A group of Toronto city councillors, including TTC chair Karen Stintz, is pushing the province to revive plans for a Scarborough subway as part of talks on new fees and taxes for building transit.
Converting the aging Scarborough Rapid Transit line to an extension of the Bloor-Danforth subway is back on the table, several councillors say, and informal talks with Queen’s Park have begun. Plans are in the works to introduce the subway project as part of an expected debate on transit funding at the next council meeting. It’s a move that could put Mayor Rob Ford in a bind by linking a Scarborough subway – one of his long-held ambitions – to the new transit taxes he abhors.
Scarborough Councillor Glenn De Baeremaeker said with council’s endorsement he believes the province will back the subway extension – a change that would require altering the existing deal with Metrolinx that replaces the Scarborough RT with light rail.
“I don’t want to name names, but I am immensely confident that if we can get Toronto on record as wanting a subway the province will come on board – absolutely,” he said.
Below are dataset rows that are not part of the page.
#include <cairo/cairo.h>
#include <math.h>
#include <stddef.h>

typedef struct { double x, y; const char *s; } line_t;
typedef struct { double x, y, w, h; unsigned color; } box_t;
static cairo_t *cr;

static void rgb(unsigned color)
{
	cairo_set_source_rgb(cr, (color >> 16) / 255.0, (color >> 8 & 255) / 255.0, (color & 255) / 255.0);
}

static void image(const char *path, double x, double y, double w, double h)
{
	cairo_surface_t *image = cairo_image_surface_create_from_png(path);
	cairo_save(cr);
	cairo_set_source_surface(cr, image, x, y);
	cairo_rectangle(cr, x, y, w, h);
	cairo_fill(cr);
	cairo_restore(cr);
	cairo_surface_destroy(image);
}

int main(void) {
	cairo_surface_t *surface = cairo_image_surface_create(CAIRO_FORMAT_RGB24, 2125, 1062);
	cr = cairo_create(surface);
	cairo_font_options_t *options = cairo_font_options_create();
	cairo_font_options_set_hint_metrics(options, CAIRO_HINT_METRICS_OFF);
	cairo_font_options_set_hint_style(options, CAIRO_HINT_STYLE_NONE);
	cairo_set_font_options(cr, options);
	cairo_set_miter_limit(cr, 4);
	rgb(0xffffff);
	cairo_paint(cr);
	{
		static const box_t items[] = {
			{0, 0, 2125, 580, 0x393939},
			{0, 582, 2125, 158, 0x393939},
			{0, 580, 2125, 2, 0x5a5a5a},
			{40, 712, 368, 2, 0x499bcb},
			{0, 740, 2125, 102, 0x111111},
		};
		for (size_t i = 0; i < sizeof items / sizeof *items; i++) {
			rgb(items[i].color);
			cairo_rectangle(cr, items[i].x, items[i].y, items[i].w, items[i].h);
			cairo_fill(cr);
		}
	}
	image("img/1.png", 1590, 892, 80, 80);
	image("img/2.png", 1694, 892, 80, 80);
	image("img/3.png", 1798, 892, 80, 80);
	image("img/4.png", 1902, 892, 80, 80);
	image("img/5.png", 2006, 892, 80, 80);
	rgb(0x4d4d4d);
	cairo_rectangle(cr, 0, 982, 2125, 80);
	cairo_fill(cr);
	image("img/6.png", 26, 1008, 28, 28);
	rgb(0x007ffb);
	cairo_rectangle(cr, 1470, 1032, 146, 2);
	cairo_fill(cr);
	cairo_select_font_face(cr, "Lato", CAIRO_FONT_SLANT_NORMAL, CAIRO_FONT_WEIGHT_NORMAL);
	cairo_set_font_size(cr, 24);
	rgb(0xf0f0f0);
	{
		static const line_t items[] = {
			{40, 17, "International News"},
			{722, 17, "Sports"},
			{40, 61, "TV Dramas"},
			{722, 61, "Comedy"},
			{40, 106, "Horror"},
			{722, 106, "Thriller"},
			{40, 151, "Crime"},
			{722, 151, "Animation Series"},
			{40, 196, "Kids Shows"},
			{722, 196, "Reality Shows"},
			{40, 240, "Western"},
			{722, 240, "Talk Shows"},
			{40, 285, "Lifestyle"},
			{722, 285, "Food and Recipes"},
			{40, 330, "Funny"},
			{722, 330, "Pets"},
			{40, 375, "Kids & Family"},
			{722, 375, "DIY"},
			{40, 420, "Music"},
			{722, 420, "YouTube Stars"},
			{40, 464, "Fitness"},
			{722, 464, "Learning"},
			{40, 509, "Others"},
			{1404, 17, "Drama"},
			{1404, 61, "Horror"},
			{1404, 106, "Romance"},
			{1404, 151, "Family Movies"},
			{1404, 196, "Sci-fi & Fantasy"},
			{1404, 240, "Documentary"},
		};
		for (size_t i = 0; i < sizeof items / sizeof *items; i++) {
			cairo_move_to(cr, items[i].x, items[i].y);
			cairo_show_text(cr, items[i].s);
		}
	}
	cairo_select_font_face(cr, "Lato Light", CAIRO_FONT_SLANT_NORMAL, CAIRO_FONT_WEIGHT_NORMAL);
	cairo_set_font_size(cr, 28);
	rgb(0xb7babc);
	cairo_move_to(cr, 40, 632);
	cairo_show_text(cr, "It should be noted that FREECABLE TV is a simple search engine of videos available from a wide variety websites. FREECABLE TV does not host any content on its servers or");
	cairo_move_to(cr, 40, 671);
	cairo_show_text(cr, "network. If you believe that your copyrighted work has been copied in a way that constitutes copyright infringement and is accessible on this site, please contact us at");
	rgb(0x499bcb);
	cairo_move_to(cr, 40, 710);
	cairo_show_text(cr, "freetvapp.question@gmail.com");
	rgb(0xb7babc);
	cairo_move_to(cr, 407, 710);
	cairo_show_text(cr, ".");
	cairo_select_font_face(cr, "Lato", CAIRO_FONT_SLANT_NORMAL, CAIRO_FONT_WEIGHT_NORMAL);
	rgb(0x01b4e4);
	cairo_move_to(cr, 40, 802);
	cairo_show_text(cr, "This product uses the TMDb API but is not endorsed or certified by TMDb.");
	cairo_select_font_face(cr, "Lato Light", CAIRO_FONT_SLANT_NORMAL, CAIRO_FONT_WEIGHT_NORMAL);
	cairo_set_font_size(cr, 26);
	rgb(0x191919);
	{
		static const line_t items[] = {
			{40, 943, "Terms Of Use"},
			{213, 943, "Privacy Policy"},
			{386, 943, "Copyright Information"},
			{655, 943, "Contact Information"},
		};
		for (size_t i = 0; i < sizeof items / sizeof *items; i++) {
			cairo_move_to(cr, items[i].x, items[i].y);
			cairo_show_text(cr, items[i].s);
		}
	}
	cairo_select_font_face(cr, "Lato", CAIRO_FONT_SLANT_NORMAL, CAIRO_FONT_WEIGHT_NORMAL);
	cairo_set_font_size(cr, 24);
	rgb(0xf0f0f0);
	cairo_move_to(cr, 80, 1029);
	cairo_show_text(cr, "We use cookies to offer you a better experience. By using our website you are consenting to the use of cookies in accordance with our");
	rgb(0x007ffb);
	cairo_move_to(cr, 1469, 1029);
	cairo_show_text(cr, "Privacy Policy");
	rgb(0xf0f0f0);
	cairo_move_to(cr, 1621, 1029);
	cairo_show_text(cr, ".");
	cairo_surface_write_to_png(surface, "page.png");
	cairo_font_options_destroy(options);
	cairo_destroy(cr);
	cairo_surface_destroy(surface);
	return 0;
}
Ms. Stintz confirmed she has had a meeting with the deputy minister of transportation on the Scarborough subway issue and is arranging one with the minister, though she was more cautious about the willingness of the province to renegotiate the $8.4-billion light rail agreement.
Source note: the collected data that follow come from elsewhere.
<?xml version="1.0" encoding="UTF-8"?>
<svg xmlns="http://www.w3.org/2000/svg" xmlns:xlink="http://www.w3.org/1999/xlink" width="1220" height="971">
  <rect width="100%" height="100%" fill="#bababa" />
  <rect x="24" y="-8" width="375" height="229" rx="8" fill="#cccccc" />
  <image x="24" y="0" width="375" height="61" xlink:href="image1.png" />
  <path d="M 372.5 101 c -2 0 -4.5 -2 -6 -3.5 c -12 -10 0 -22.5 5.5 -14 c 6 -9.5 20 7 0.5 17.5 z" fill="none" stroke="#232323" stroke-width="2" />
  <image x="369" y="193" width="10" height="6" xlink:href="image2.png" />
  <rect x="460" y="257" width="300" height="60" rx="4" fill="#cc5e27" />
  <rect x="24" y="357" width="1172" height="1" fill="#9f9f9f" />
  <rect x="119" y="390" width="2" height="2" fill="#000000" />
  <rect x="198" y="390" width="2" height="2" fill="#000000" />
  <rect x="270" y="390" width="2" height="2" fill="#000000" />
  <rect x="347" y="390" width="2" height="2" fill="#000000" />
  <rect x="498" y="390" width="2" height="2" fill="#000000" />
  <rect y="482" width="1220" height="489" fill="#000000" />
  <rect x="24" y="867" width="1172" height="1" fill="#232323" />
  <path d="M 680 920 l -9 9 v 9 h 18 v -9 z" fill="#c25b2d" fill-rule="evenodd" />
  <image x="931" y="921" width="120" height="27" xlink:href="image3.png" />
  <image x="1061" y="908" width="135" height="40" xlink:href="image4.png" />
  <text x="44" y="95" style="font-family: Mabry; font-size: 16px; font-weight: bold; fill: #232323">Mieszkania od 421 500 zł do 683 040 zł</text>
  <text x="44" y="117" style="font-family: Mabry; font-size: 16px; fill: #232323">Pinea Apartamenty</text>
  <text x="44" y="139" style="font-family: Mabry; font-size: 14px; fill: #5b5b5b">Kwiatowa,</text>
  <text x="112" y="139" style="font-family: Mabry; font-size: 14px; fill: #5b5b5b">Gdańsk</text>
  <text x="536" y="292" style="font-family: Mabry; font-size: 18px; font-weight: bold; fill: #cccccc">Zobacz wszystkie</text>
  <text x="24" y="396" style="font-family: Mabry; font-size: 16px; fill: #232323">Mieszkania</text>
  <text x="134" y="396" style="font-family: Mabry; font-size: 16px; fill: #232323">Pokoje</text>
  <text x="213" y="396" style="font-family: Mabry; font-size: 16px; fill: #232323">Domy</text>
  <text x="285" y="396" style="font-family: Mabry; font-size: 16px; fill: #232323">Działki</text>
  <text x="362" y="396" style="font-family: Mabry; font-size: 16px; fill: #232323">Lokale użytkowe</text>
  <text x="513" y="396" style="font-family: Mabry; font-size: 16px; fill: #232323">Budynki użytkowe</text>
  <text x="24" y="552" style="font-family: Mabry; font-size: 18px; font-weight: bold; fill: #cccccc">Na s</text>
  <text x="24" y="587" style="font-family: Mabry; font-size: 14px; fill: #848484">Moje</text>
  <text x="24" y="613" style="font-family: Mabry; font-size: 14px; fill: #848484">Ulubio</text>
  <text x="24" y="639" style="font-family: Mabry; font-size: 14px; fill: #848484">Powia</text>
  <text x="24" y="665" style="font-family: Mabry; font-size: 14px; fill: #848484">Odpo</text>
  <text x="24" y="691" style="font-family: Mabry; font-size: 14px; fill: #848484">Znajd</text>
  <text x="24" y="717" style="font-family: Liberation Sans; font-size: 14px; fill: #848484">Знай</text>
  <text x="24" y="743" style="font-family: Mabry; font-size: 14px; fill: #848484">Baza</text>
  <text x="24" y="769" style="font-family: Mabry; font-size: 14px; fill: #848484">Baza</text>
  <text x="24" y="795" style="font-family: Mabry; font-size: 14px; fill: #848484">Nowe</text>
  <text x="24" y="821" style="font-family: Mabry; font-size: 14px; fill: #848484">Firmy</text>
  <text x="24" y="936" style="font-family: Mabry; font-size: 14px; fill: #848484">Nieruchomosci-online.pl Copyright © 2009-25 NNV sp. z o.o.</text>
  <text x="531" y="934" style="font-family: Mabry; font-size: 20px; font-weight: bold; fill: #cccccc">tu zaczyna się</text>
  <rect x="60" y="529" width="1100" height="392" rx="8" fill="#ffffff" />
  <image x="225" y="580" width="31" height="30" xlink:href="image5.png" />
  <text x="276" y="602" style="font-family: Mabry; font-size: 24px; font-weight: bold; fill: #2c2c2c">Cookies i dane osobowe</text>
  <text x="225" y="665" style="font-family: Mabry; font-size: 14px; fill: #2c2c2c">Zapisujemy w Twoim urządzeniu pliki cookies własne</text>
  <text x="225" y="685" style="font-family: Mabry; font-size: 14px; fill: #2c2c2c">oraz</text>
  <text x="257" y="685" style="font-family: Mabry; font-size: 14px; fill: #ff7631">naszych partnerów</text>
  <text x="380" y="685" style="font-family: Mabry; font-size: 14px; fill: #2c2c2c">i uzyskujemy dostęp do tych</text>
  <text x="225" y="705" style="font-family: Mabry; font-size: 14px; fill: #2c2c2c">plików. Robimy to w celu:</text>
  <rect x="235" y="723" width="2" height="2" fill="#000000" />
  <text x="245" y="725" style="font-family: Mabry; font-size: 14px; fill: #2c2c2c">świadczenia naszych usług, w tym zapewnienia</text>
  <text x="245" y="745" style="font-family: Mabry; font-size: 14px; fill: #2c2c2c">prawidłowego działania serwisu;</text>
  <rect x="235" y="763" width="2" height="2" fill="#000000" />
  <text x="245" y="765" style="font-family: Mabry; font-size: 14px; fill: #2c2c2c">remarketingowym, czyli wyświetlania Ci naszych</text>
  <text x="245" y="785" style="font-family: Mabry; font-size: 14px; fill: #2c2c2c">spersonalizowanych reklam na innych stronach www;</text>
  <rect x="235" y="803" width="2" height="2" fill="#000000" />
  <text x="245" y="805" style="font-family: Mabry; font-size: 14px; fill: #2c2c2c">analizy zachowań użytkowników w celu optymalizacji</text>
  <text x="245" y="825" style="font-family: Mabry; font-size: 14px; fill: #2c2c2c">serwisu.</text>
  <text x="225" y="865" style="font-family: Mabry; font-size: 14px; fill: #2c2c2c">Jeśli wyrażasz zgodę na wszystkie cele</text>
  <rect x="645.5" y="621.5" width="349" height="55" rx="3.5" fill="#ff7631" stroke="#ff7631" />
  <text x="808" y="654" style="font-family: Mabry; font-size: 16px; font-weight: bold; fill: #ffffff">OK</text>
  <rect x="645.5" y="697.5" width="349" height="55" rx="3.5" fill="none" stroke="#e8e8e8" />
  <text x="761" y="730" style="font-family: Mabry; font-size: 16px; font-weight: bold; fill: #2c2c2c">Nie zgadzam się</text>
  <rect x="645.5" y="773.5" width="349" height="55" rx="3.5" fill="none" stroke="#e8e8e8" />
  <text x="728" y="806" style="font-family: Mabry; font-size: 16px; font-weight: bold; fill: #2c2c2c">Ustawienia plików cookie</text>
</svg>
A spokesman for Transportation Minister Glen Murray said he is aware that the TTC met recently with ministry officials, but has not been briefed on what was discussed. The ministry meets regularly with municipalities to discuss transit projects, he said.
Councillor Michelle Berardinetti, who along with Mr. De Baeremaeker is planning to introduce the issue to the floor of council at its next meeting, said she is working to gain the support for the subway plan among the 10 Scarborough councillors and the five Liberal MPPs from the area – one of whom is her husband Lorenzo.
“It’s a lot of voices at the table,” she said. “There seems to be the impetus for the Liberal government to do something.”
Ms. Berardinetti said Scarborough residents feel shortchanged by the province’s light rail plans and will not support new fees and taxes for transit unless they get something in return.
Ms. Stintz pointed out that Mr. Ford himself supported the Scarborough extension of the Bloor-Danforth line in his 2010 election platform. “If he goes back to his own platform he will see it is there,” she said.
Mr. Ford has made it clear he will not support any of the fees and taxes being floated as part of provincial discussions on new dedicated revenue for transit. The mayor’s executive, under his direction, deferred the discussion on transit tolls at its meeting Tuesday, a move that was criticized by Ms. Stintz and others. The mayor went on radio to say hiring Ms. Stintz to head the TTC was a mistake.
A growing number of councillors – including executive committee member Gary Crawford – say they will vote to put the transit debate on the next council agenda.
Ms. Berardinetti said her support for the transit debate, which requires the agreement of two-thirds of councillors, “absolutely” depends on linking that discussion to a Scarborough subway.
This is the second time in less than a year that councillors Ms. Stintz and Mr. De Baeremaeker have pushed for the Scarborough line. Last June, their One City transit plan, which failed to get traction, included converting the Scarborough RT to a subway. A subsequent TTC staff report put the cost of a subway extension from Kennedy Station to Sheppard Avenue and McCowan Road at about $500-million over and above the current plan to replace the ailing RT line with light rail.